_Exercise brief:_ Each line holding the string "北张家浜路" is to be copied from the data.

=== Begin Enclosure ===

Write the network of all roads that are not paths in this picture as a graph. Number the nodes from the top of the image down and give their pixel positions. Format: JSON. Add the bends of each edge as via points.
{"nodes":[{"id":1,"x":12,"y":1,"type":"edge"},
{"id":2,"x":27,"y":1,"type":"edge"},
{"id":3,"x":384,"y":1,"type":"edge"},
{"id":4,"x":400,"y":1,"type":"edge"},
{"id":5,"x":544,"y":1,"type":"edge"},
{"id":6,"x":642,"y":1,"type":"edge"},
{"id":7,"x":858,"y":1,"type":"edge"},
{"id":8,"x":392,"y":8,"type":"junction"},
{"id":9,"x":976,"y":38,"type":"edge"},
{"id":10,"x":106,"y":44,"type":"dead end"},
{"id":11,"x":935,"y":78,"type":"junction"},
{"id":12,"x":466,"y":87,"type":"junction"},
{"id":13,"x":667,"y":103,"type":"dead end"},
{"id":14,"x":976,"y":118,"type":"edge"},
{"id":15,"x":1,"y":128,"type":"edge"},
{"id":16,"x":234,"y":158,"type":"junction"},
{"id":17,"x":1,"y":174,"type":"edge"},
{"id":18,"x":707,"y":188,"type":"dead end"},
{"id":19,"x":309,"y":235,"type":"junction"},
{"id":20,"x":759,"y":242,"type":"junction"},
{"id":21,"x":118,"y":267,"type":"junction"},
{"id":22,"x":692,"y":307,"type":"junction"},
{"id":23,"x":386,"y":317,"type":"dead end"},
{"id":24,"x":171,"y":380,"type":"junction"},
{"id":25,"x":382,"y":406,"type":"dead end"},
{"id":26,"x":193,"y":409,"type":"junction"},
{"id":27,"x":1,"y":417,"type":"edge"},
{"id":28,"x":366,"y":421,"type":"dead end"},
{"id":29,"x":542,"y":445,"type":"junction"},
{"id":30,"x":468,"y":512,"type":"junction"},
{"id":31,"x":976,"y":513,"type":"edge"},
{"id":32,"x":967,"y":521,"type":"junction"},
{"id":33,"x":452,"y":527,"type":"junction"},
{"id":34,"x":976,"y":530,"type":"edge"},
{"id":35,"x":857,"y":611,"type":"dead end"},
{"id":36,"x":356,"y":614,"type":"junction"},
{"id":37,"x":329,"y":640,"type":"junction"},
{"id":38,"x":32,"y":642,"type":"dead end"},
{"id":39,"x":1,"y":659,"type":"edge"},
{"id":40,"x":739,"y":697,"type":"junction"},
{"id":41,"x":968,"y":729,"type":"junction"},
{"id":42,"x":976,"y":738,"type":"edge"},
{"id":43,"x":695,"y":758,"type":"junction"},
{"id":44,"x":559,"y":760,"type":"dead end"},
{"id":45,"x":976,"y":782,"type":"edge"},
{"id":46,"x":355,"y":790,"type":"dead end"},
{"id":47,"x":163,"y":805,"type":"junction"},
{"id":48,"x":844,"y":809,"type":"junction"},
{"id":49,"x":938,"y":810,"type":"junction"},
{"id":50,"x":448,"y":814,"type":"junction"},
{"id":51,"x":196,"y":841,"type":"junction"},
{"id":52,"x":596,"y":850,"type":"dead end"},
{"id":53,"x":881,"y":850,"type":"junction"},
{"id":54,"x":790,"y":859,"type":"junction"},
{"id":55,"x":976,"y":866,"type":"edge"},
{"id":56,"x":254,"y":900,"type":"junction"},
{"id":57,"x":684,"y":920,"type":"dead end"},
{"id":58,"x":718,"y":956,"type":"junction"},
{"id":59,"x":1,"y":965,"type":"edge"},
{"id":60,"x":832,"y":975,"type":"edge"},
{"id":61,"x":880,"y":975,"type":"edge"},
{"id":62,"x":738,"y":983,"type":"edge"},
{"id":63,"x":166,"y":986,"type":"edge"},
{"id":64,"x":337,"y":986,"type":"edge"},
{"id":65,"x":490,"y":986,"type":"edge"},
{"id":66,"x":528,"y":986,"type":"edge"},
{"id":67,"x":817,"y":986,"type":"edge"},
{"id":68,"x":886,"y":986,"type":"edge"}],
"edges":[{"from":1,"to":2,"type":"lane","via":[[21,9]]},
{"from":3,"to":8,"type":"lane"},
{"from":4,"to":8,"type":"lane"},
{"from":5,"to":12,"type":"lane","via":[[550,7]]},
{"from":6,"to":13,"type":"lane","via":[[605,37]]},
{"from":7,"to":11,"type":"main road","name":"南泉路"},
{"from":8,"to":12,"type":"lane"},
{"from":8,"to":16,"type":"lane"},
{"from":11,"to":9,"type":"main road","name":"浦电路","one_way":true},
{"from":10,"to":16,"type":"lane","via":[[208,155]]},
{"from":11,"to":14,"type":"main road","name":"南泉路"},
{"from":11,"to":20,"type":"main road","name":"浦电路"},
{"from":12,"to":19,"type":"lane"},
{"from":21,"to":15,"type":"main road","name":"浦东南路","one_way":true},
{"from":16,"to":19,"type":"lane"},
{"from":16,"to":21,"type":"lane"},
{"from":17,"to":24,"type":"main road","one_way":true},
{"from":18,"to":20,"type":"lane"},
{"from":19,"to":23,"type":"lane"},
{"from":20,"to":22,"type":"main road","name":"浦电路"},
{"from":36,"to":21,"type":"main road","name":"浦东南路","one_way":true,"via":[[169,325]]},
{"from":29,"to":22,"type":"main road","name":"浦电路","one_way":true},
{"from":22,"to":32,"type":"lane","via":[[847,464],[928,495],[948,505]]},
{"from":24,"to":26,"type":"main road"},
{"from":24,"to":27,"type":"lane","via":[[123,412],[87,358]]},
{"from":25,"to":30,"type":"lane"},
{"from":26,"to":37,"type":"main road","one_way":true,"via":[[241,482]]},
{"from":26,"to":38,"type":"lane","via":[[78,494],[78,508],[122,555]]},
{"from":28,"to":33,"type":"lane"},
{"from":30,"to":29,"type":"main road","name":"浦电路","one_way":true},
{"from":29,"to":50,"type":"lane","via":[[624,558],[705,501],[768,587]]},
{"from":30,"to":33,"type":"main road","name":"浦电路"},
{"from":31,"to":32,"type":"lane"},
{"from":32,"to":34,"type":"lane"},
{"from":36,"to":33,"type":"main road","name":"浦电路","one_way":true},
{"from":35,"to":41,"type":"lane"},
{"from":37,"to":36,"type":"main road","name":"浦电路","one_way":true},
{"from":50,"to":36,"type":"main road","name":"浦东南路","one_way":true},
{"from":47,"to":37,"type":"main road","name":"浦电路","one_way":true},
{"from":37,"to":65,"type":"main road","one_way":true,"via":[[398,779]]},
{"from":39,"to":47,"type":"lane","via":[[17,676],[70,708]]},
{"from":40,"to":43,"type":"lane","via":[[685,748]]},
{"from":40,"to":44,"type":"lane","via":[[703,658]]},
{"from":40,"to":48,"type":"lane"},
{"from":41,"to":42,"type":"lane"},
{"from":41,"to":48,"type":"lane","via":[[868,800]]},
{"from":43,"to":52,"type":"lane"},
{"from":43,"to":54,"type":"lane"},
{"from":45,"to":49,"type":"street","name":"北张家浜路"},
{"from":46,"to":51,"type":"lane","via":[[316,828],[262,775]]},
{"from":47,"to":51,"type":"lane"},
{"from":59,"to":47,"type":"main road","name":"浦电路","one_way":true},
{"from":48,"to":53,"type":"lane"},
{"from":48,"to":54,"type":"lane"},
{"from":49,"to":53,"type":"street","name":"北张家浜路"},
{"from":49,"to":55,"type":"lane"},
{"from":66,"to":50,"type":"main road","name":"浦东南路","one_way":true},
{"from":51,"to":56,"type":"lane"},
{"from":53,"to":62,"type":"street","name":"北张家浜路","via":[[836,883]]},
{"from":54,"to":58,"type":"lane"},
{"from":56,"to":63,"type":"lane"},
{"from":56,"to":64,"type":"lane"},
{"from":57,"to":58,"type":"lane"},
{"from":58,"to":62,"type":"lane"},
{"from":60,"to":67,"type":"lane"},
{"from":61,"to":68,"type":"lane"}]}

=== End Enclosure ===

_Worked solution:_
{"from":45,"to":49,"type":"street","name":"北张家浜路"},
{"from":49,"to":53,"type":"street","name":"北张家浜路"},
{"from":53,"to":62,"type":"street","name":"北张家浜路","via":[[836,883]]},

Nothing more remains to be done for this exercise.